3. Inobhutnahme und Eingliederung für seelisch behinderte Menschen

Dieses Produkt ergibt ebenfalls eine Verschlechterung um weitere 0,3 Mio. €

Ursachen:
a. Jugendliche, die aufgrund sexueller sowie aggressiver Auffälligkeiten schwer vermittelbar sind, müssen länger in Pflege bleiben
b. Zusatzpersonal in KiTas für seelisch behinderte Menschen

Zusammengefasst lassen die letzten beiden Ausführungen vermuten, dass die Fallzahlen und Entgeltsätze insgesamt in letzter Zeit gestiegen sind.

Eine Anfrage von uns LINKEN an den Landrat vom 20.08.2022 (zur Arbeitssituation im Allgemeinen Sozialen Dienst des Jugendamtes im WW-Kreis) brachten in diesem Zusammenhang ein paar Dinge an den Tag:

So haben sich die ambulanten und stationären Hilfen in den letzten 10 Jahren im WW-Kreis in etwa verdoppelt.

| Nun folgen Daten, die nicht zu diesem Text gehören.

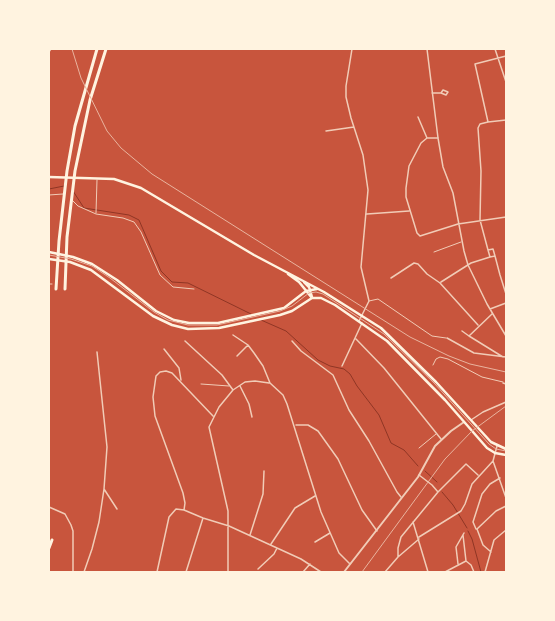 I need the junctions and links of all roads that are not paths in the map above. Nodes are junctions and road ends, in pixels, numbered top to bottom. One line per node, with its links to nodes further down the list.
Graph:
1 (97, 49): 41 (highway)
2 (106, 49): 42 (highway)
3 (352, 49): 14 (street)
4 (428, 49): 10 (street)
5 (495, 49): 7 (street)
6 (506, 56): 7 (street)
7 (498, 58): 8 (street); 13 (street)
8 (506, 82)
9 (441, 92): 10 (street)
10 (432, 93): 17 (street)
11 (418, 117): 16 (street)
12 (506, 120): 13 (street)
13 (488, 122): 25 (street)
14 (354, 127): 15 (street); 23 (street)
15 (326, 131)
16 (427, 138): 17 (street); 21 (street)
17 (438, 138): 26 (street)
18 (49, 177): 19 (main road)
19 (97, 178): 22 (lane); 35 (main road)
20 (49, 195): 22 (lane)
21 (409, 211): 23 (street); 26 (street)
22 (96, 213): 43 (lane)
23 (367, 214): 48 (street)
24 (506, 217): 25 (street)
25 (480, 220): 26 (street); 28 (street)
26 (458, 224): 27 (street)
27 (462, 241): 30 (lane); 34 (street)
28 (488, 250): 31 (street); 32 (street)
29 (49, 252): 44 (main road)
30 (434, 252)
31 (495, 256): 32 (street); 46 (street)
32 (490, 257): 34 (street)
33 (49, 259): 47 (main road)
34 (468, 266): 38 (street); 50 (street)
35 (282, 270): 37 (main road); 44 (main road)
36 (391, 278): 38 (street)
37 (303, 281): 44 (main road); 45 (main road)
38 (440, 283): 54 (street)
39 (49, 284): 40 (lane)
40 (52, 284)
41 (56, 289)
42 (65, 289)
43 (194, 289)
44 (308, 290): 45 (main road); 47 (main road)
45 (319, 290): 52 (main road)
46 (506, 294)
47 (312, 298): 53 (main road)
48 (369, 301): 52 (street); 59 (lane)
49 (506, 303): 50 (street)
50 (490, 309): 51 (street)
51 (492, 314): 54 (street); 58 (street)
52 (362, 316): 53 (street); 81 (main road)
53 (361, 322): 60 (street); 82 (main road)
54 (478, 325): 57 (street)
55 (462, 331): 57 (street)
56 (233, 335): 63 (street)
57 (469, 336): 67 (street)
58 (506, 336)
59 (447, 338): 67 (street)
60 (356, 340): 69 (street); 84 (street)
61 (185, 341): 75 (street)
62 (292, 341): 99 (street)
63 (248, 345): 66 (street); 71 (street)
64 (164, 349): 70 (street)
65 (97, 352): 96 (street)
66 (237, 356)
67 (505, 357)
68 (433, 365): 72 (lane)
69 (342, 366)
70 (181, 380): 79 (street); 104 (street)
71 (270, 383): 76 (street); 83 (street)
72 (503, 383): 74 (street)
73 (201, 384): 75 (lane)
74 (506, 384)
75 (230, 386): 77 (street)
76 (240, 386): 77 (street); 80 (street)
77 (233, 390): 79 (street)
78 (506, 402): 81 (street)
79 (213, 416): 107 (street)
80 (252, 417)
81 (471, 420): 82 (main road); 86 (main road)
82 (464, 422): 85 (street); 89 (main road)
83 (295, 426): 98 (street); 109 (street)
84 (436, 434): 85 (street); 87 (lane)
85 (441, 439): 93 (street)
86 (497, 446): 88 (main road); 89 (street)
87 (420, 448)
88 (506, 449)
89 (495, 453): 90 (main road); 91 (street)
90 (506, 455)
91 (492, 461): 94 (street); 95 (street)
92 (264, 471): 112 (street)
93 (419, 475): 97 (street); 99 (street)
94 (478, 475): 97 (street); 113 (street)
95 (500, 478): 100 (street); 108 (street)
96 (104, 490): 103 (street); 127 (street)
97 (438, 492): 106 (street)
98 (315, 496): 111 (street); 116 (street)
99 (402, 497): 109 (street)
100 (506, 498)
101 (506, 506): 108 (street)
102 (49, 507): 126 (street)
103 (117, 510)
104 (184, 510): 105 (street); 128 (street)
105 (203, 518): 107 (street); 129 (street)
106 (413, 522): 113 (street); 120 (street)
107 (230, 526): 112 (street); 130 (street)
108 (477, 529): 119 (street)
109 (377, 530): 123 (street)
110 (506, 530): 119 (street)
111 (330, 533): 115 (street); 123 (street)
112 (250, 535): 116 (street)
113 (419, 538): 120 (street); 135 (street)
114 (52, 540): 117 (highway)
115 (315, 542)
116 (271, 544): 118 (street)
117 (49, 548)
118 (277, 548): 122 (street); 125 (street)
119 (491, 552): 138 (street)
120 (398, 557): 134 (street)
121 (466, 561): 124 (street); 124 (street); 137 (street)
122 (310, 564): 131 (street); 132 (street)
123 (350, 564): 133 (street)
124 (458, 564): 136 (street)
125 (258, 569)
126 (73, 572)
127 (84, 572)
128 (157, 572)
129 (186, 572)
130 (228, 572)
131 (303, 572)
132 (321, 572)
133 (344, 572)
134 (385, 572)
135 (428, 572)
136 (445, 572)
137 (474, 572)
138 (485, 572) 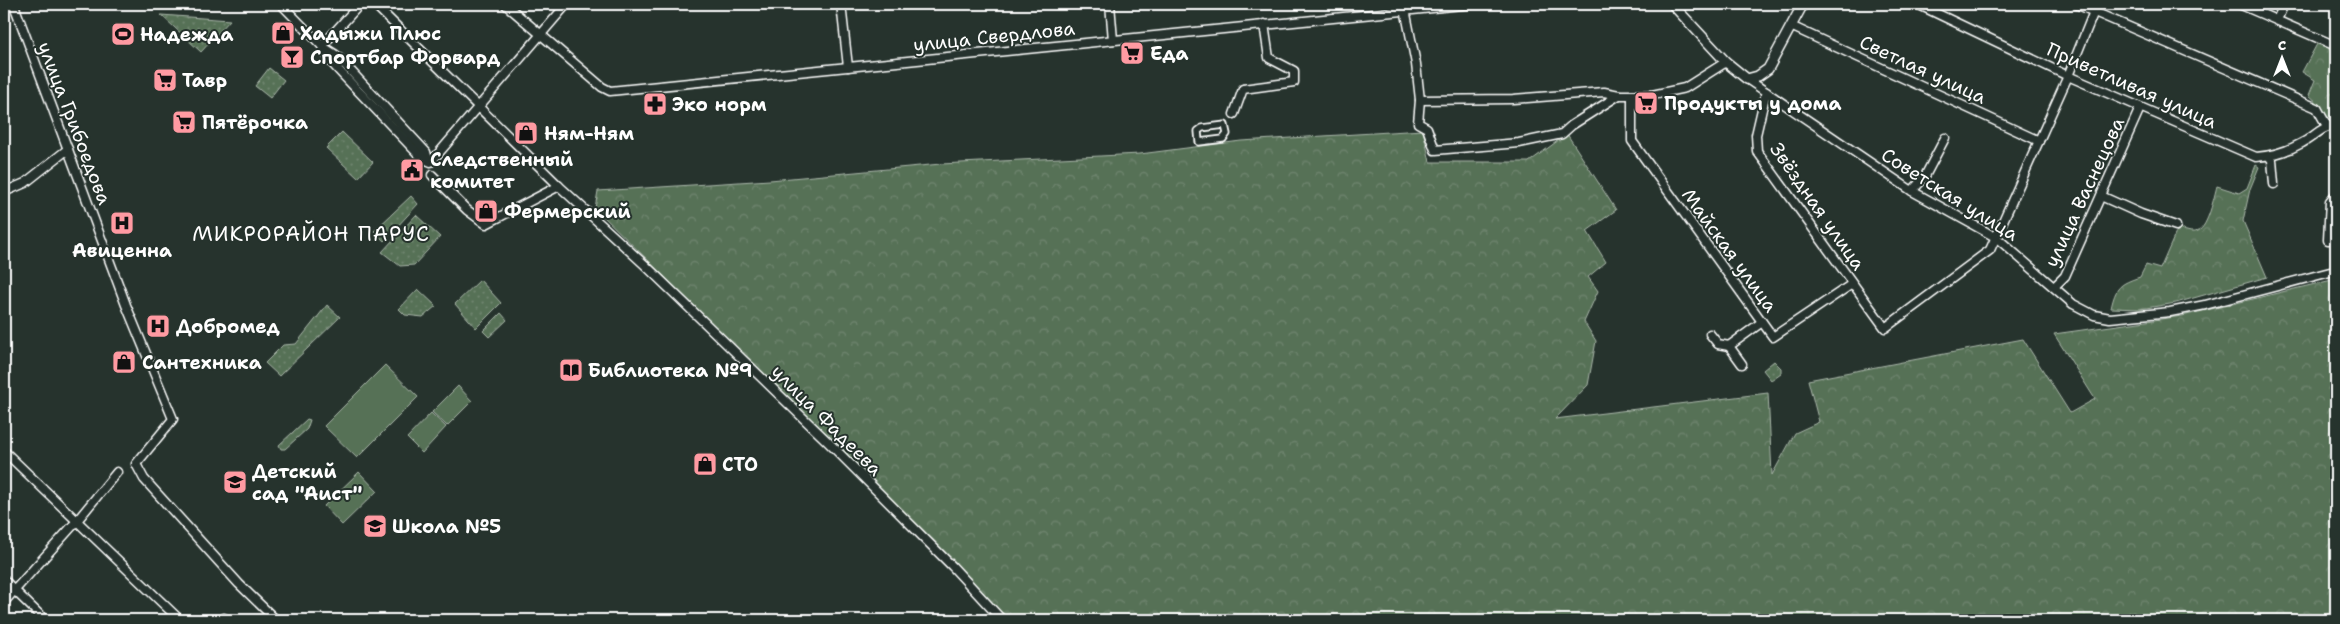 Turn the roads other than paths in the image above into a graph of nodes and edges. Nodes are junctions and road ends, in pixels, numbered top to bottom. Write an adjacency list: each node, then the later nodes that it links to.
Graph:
1 (9, 4): 42 (street, улица Грибоедова)
2 (281, 4): 24 (street)
3 (360, 4): 24 (street)
4 (374, 4): 34 (street)
5 (505, 4): 22 (street)
6 (567, 4): 22 (street)
7 (841, 4): 27 (street)
8 (1110, 4): 23 (street)
9 (1472, 4): 17 (street, улица Свердлова)
10 (1672, 4): 26 (street, Советская улица)
11 (1803, 4): 21 (street)
12 (1917, 4): 28 (street, Приветливая улица)
13 (2076, 4): 18 (street)
14 (2097, 4): 18 (street)
15 (2239, 4): 19 (street)
16 (2284, 4): 19 (street)
17 (1404, 7): 20 (street, улица Свердлова); 33 (street)
18 (2093, 12): 28 (street); 38 (street)
19 (2277, 20): 25 (street)
20 (1264, 24): 23 (street, улица Свердлова); 36 (street)
21 (1792, 27): 29 (street); 41 (street, Светлая улица)
22 (542, 36): 27 (street, улица Свердлова); 34 (street)
23 (1113, 40): 27 (street, улица Свердлова)
24 (322, 46): 34 (street)
25 (2336, 46)
26 (1726, 62): 29 (street, Советская улица); 32 (street)
27 (848, 67)
28 (2068, 76): 35 (street, Приветливая улица); 41 (street)
29 (1748, 79): 30 (street, Советская улица)
30 (1766, 92): 47 (street, Советская улица); 56 (street, Звёздная улица)
31 (1620, 95): 32 (street); 33 (street); 33 (street)
32 (1632, 96): 58 (street, Майская улица)
33 (1420, 100)
34 (480, 107): 46 (street, улица Фадеева)
35 (2140, 108): 43 (street, Приветливая улица); 50 (street, улица Васнецова)
36 (1234, 114)
37 (2336, 125): 38 (street, Приветливая улица)
38 (2327, 126): 43 (street, Приветливая улица)
39 (1198, 131): 39 (street)
40 (1945, 138): 47 (street)
41 (2039, 141): 53 (street)
42 (68, 149): 48 (street); 70 (street, улица Грибоедова)
43 (2269, 156): 45 (street)
44 (432, 175): 46 (street)
45 (2274, 184)
46 (558, 186): 71 (street, улица Фадеева)
47 (1912, 191): 53 (street, Советская улица)
48 (4, 192)
49 (2336, 194): 51 (street)
50 (2101, 196): 52 (street); 57 (street, улица Васнецова)
51 (2332, 213): 54 (street)
52 (2176, 226)
53 (1997, 238): 56 (street, Звёздная улица); 57 (street, Советская улица)
54 (2332, 239)
55 (2330, 272): 57 (street, Советская улица)
56 (1852, 284): 58 (street, Майская улица)
57 (2054, 287)
58 (1762, 322): 60 (street)
59 (1710, 334): 60 (street)
60 (1729, 346): 61 (street)
61 (1742, 364)
62 (4, 451): 64 (street)
63 (117, 472): 64 (street)
64 (76, 522): 66 (street); 69 (street)
65 (4, 580): 66 (street)
66 (15, 591): 67 (street); 68 (street)
67 (4, 602)
68 (45, 620)
69 (180, 620)
70 (276, 620)
71 (1002, 620)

Dabei ist die Zahl der Mitarbeiter im Jugendamt zwar ebenfalls gestiegen, aber bei weitem nicht so stark wie die Fallzahlen.

Die durchschnittliche Fallzahl liegt bei etwa 60 Fällen pro Mitarbeiter. Als ideal werden üblicher Weise 35 – 40 Fälle pro Mitarbeiter angesehen. Zwar muss man hier berücksichtigen, dass im WW-Kreis bestimmte Sonderdienste ausgeklammert sind, weil sie von speziellen Mitarbeitern verrichtet werden, die hier nicht mit eingerechnet sind. Dennoch bleibt insgesamt festzuhalten, dass die Fallzahl pro Mitarbeiter im WW-Kreis deutlich zu hoch ist!

Ferner gibt es im Jugendamt des WW-Kreises immer noch keine „digitale Akte“. Mit anderen Worten: Die Aktenverwaltung im Jugendamt erfolgt noch immer semi-professionell, obwohl die Mitarbeiter*innen eigentlich besseres zu tun hätten, als sich bei ihrer Arbeit mit Bürokratie zu beschäftigen.


Nach allem was hier angeführt wurde, fragen wir uns, wie es sein kann, dass im Teilhaushalt Jugend & Familie Gelder eingespart werden, die dringend für notwendige Angebotserweiterungen und Investitionen benötigt werden.

Sparen kann nicht immer die oberste Devise sein. Insbesondere dann nicht, wenn die Einsparungen zu Lasten der betroffenen Bürger gehen und einer effizienten Arbeitserledigung nach guter fachlicher Praxis entgegenstehen.

Wir von den LINKEN werden deshalb die Zustimmung zur Nachtragshaushaltssatzung und zum Nachtragshaushaltsplan für das Haushaltsjahr 2022 verweigern.